A date is a day in the calendar.

Examples: 2020-01-01, 1984-08-30, 2004/12/24

Dates MUST contain 4 “digits” that denote the year, 2 “digits” that denote the month, and 2 “digits” that denote the day. The parts MUST be separated by either a - (RECOMMENDED) or a /. The year part MUST be written first, then the month, then the day.

The combination of year, month and day MUST be representable by the Gregorian calendar.

Should-Total

A should-total denotes the targeted total time of a record.

Examples: (8h!), (5h15m!), (-3h30m!)

A should-total MUST be a duration value followed by a ! and wrapped in “parentheses”.

Summary

A summary is user-provided text for capturing arbitrary information about a record or an entry. Summaries are optional.

Record Summary

The record summary is considered to be associated with the entire record.

It MUST appear underneath the date, and it MAY span multiple lines. Each of its lines MUST NOT start with “blank characters”. 2

Entry Summary

The entry summary is considered to be referring to one particular entry.

It MUST either start on the same line as the entry, separated from it by one “space”; or it MUST start on the subsequent line.

The entry summary MAY span multiple lines. All lines following the entry line MUST be indented twice; they also MUST NOT only consist of “blank characters”. 3

Tag

The purpose of tags is to help categorise records and entries.
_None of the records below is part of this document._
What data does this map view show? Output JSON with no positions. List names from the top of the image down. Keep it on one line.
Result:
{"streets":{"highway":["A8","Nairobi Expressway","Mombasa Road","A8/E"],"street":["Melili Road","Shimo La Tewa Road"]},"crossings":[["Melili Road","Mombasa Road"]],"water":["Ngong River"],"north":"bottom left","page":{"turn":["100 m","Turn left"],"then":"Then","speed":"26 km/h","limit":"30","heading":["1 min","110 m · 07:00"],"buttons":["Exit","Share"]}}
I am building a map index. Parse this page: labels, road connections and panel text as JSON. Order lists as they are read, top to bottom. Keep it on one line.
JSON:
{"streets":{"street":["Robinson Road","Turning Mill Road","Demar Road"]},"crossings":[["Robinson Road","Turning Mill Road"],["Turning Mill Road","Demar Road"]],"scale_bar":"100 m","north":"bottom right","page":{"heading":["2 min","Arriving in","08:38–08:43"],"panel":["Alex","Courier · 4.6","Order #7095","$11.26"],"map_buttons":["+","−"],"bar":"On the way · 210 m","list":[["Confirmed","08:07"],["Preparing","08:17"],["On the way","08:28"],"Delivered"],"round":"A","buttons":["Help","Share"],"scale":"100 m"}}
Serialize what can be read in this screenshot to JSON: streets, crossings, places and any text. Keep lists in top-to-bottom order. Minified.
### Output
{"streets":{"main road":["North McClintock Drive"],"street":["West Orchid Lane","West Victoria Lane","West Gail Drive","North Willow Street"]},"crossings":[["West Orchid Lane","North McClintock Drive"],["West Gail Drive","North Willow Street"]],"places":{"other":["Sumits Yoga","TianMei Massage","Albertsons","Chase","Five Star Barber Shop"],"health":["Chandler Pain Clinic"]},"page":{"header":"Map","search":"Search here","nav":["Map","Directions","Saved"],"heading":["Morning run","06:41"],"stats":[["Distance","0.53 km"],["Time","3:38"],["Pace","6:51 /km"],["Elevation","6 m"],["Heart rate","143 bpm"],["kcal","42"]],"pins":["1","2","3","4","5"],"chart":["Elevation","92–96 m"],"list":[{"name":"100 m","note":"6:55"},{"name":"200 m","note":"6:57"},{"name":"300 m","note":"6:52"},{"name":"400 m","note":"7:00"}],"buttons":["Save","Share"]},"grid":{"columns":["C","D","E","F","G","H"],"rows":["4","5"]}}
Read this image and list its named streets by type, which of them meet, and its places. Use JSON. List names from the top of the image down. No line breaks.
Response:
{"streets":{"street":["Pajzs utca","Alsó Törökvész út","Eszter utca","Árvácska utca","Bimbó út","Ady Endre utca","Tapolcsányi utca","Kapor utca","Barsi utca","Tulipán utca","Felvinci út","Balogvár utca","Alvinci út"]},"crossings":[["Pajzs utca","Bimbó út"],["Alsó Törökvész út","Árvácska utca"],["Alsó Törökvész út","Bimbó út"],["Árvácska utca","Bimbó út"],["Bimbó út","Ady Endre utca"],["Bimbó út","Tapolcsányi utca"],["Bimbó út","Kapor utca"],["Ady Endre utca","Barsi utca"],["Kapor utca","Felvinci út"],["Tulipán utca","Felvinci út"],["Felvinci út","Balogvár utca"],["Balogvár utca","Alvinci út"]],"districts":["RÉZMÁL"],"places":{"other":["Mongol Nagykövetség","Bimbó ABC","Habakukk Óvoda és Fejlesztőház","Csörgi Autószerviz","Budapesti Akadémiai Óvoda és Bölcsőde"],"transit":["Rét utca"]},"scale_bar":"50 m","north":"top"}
Examples: #gym, #home-office, #読む, #ticket=891, #project="22/48.3"

Any amount of tags MAY appear anywhere within summaries.

A tag MUST consist of a tag name, which MUST be preceded by a single # character. The tag name MAY be followed by a = character and a tag value.

The tag name MUST only contain “letters”, “digits”, or the characters _ or -. It MUST be interpreted as if it was all lower-case. 4

The tag value MAY be surrounded by a pair of matching quotes, which MUST either be " (RECOMMENDED) or '.

  • If the tag value is quoted, it MAY contain any character except for the respective quote character itself, or a “newline”. In case no matching closing quote appears on the same line, the tag value MUST be treated as absent. 5
  • If the tag value is not quoted, it MUST only contain “letters”, “digits”, or the characters _ or -.

An empty tag value (e.g. #tag= or #tag="") MUST be treated the same as an absent tag value (e.g. #tag).

Entry

Entry is an abstract term for time-related data. Durations, ranges and open ranges are instances of entries.

Examples (indentation omitted): 2h30m, -1h Lunch break, 11:00 - 14:15, 8:00am - 2:00pm Long day at #school

Each entry MUST appear on its own line and MUST be indented once.

A summary MAY be associated with an entry (see section Summary).

Time

A time is a value that represents a point in time throughout a day as it would be displayed by a wall clock (which divides a day into 24 hours and every hour into 60 minutes).

Examples: 14:18, 6:30am, 01:00>, <23:00am

Time values MUST contain an hour part and a minute part, separated by a : in between. The hour part MUST be written first.

As default, times are to be interpreted as 24-hour clock values. An am or pm suffix MAY be used to denote that the value is to be interpreted as 12-hour clock value.

The minute part MUST be between 0-59 (inclusive). Single-figure minute parts MUST be padded with a 0.

The hour part MUST either be between 0-24 (inclusive) when using the 24-hour clock, or between 1-12 (inclusive) when using the 12-hour clock. Single-figure hour parts MAY be padded with a 0.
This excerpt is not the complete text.